Documentation After an Incident
Any adverse reaction or complication, from a vasovagal episode to a hematoma or a reported nerve injury, must be documented in the patient's record and, per most facility policy, on a separate incident report. Documentation should include the observed signs, the time of onset, the actions taken, the patient's response, and any follow-up such as notifying the ordering provider or nursing staff.
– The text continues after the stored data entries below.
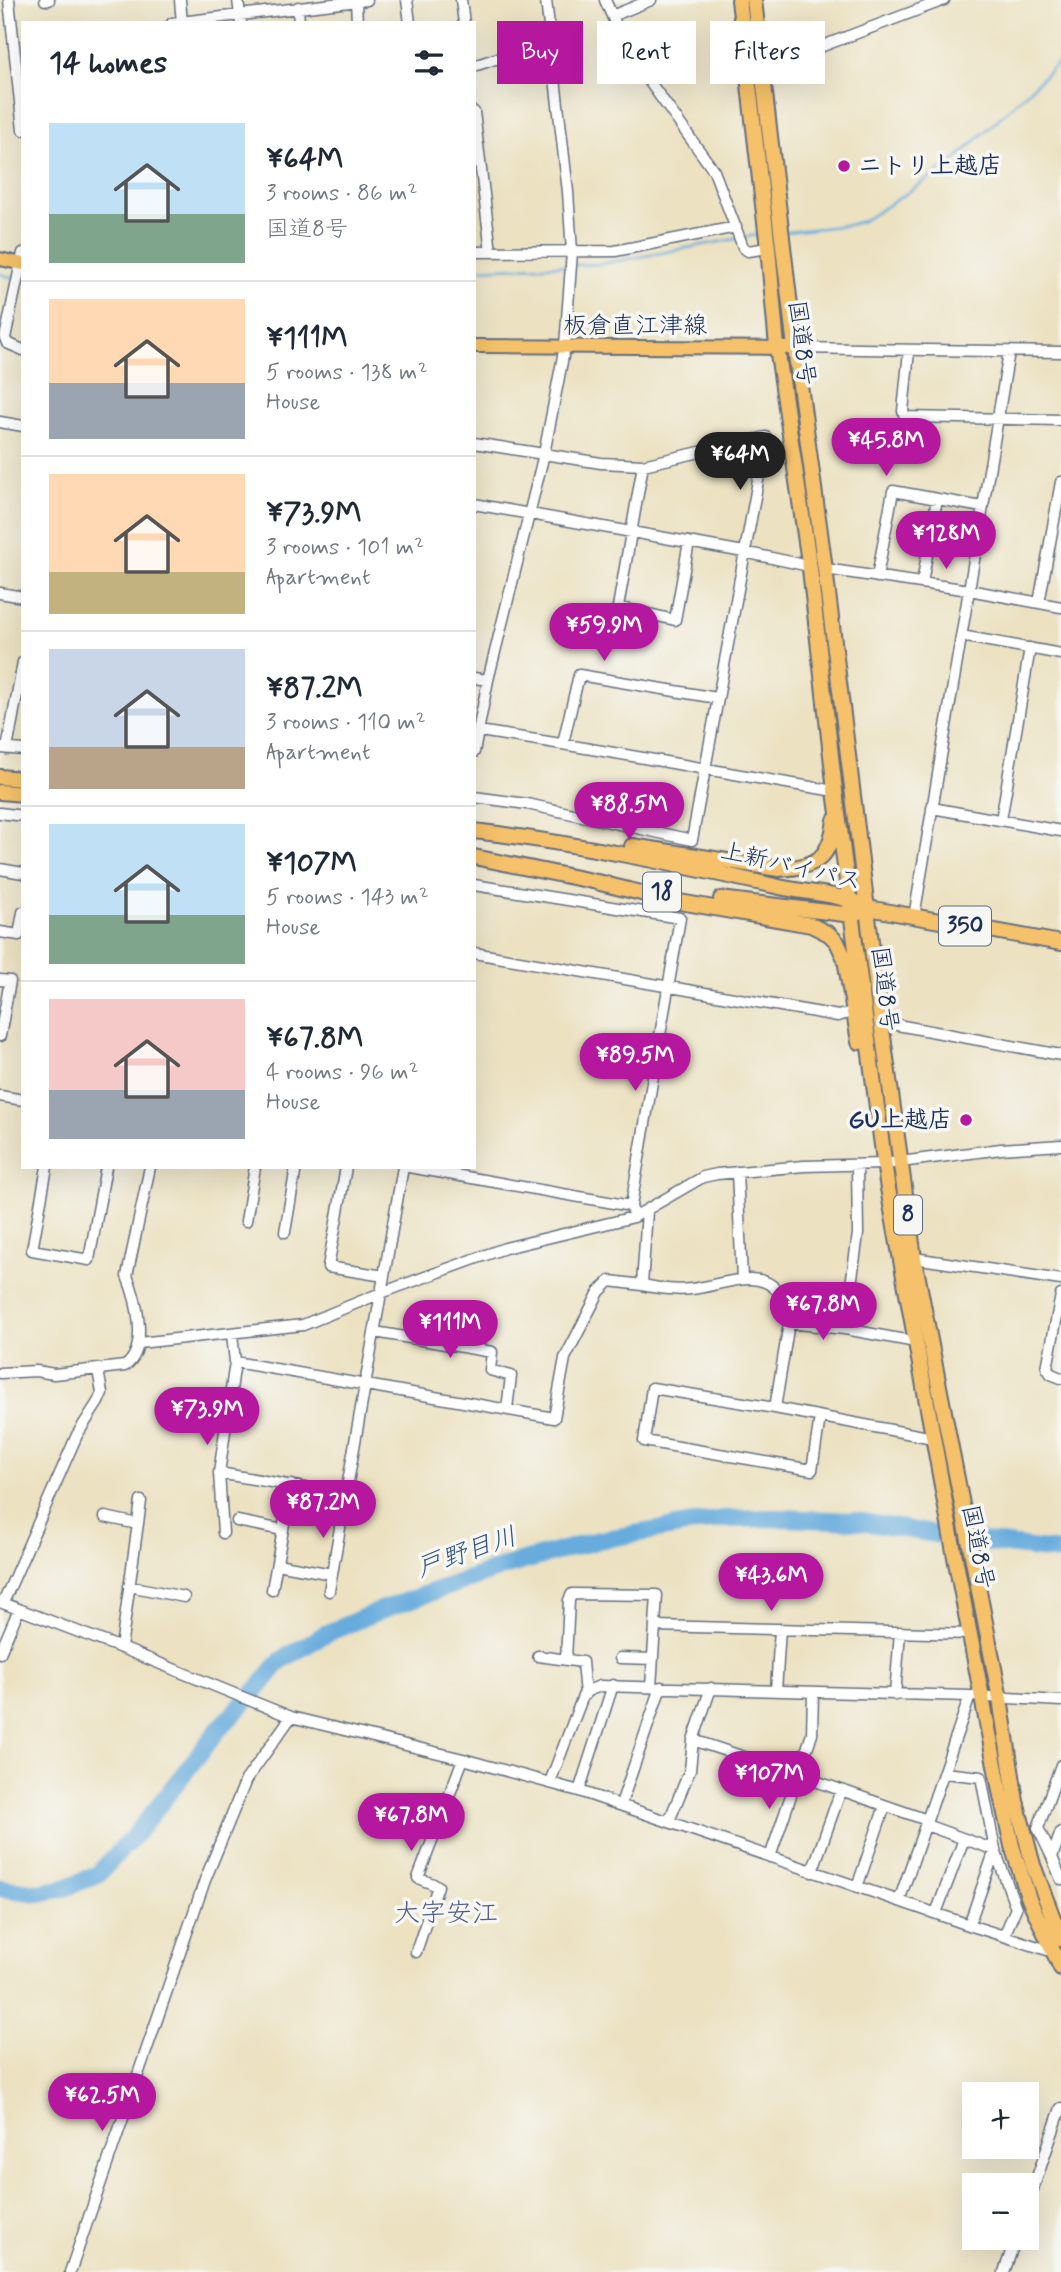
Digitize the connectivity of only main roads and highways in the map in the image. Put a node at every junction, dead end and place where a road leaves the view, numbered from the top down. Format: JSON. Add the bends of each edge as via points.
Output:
{"nodes":[{"id":1,"x":739,"y":0,"type":"edge"},
{"id":2,"x":754,"y":0,"type":"edge"},
{"id":3,"x":0,"y":259,"type":"edge"},
{"id":4,"x":21,"y":260,"type":"edge"},
{"id":5,"x":476,"y":346,"type":"edge"},
{"id":6,"x":777,"y":347,"type":"junction"},
{"id":7,"x":795,"y":348,"type":"junction"},
{"id":8,"x":0,"y":777,"type":"edge"},
{"id":9,"x":21,"y":779,"type":"edge"},
{"id":10,"x":0,"y":792,"type":"edge"},
{"id":11,"x":21,"y":794,"type":"edge"},
{"id":12,"x":837,"y":807,"type":"junction"},
{"id":13,"x":476,"y":831,"type":"edge"},
{"id":14,"x":495,"y":833,"type":"junction"},
{"id":15,"x":476,"y":857,"type":"edge"},
{"id":16,"x":600,"y":883,"type":"junction"},
{"id":17,"x":850,"y":899,"type":"junction"},
{"id":18,"x":868,"y":908,"type":"junction"},
{"id":19,"x":852,"y":915,"type":"junction"},
{"id":20,"x":1061,"y":943,"type":"edge"},
{"id":21,"x":858,"y":1011,"type":"junction"},
{"id":22,"x":1058,"y":1948,"type":"edge"},
{"id":23,"x":1061,"y":1968,"type":"edge"}],
"edges":[{"from":1,"to":6,"type":"highway","name":"国道8号"},
{"from":2,"to":7,"type":"highway","name":"国道8号","number":"8"},
{"from":3,"to":4,"type":"main road"},
{"from":5,"to":6,"type":"main road","name":"板倉直江津線"},
{"from":6,"to":7,"type":"main road","name":"板倉直江津線"},
{"from":6,"to":12,"type":"highway","name":"国道8号"},
{"from":7,"to":18,"type":"highway","name":"国道8号","number":"8"},
{"from":8,"to":9,"type":"highway"},
{"from":10,"to":11,"type":"highway"},
{"from":12,"to":14,"type":"highway","via":[[829,848],[821,858],[800,868]]},
{"from":12,"to":17,"type":"highway","name":"国道8号"},
{"from":13,"to":14,"type":"highway","name":"上新バイパス","number":"18"},
{"from":14,"to":17,"type":"highway","name":"上新バイパス","number":"18","via":[[635,855]]},
{"from":15,"to":16,"type":"highway","name":"上新バイパス","number":"18"},
{"from":16,"to":19,"type":"highway","name":"上新バイパス","number":"18"},
{"from":16,"to":21,"type":"highway","via":[[674,901],[799,921],[822,930],[843,953]]},
{"from":17,"to":18,"type":"highway","name":"上新バイパス","number":"18"},
{"from":17,"to":19,"type":"highway","name":"国道8号"},
{"from":18,"to":19,"type":"highway","name":"上新バイパス"},
{"from":18,"to":20,"type":"highway","number":"350"},
{"from":18,"to":22,"type":"highway","name":"国道8号","number":"8","via":[[914,1258],[1020,1814]]},
{"from":19,"to":21,"type":"highway","name":"国道8号"},
{"from":21,"to":22,"type":"highway","name":"国道8号","number":"8","via":[[863,1065],[877,1108],[970,1634],[977,1697],[1029,1899]]},
{"from":22,"to":23,"type":"highway","name":"国道8号","number":"8"}]}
Thorough documentation protects continuity of the patient's care and creates an accurate record if symptoms are reported again later.
Chain of Custody
Certain specimens, including forensic samples, blood alcohol content testing, and workplace or legal drug screens, require a documented chain of custody: a signed, unbroken record of every person who collected, handled, transported, and received the specimen, with tamper-evident sealing. Any gap in that documented chain can make the specimen inadmissible as legal evidence, so every transfer must be logged and initialed.
A patient becomes pale, diaphoretic, and reports feeling faint mid-draw. What is the correct immediate response?
Why must a light-sensitive analyte such as bilirubin be protected from light during specimen transport?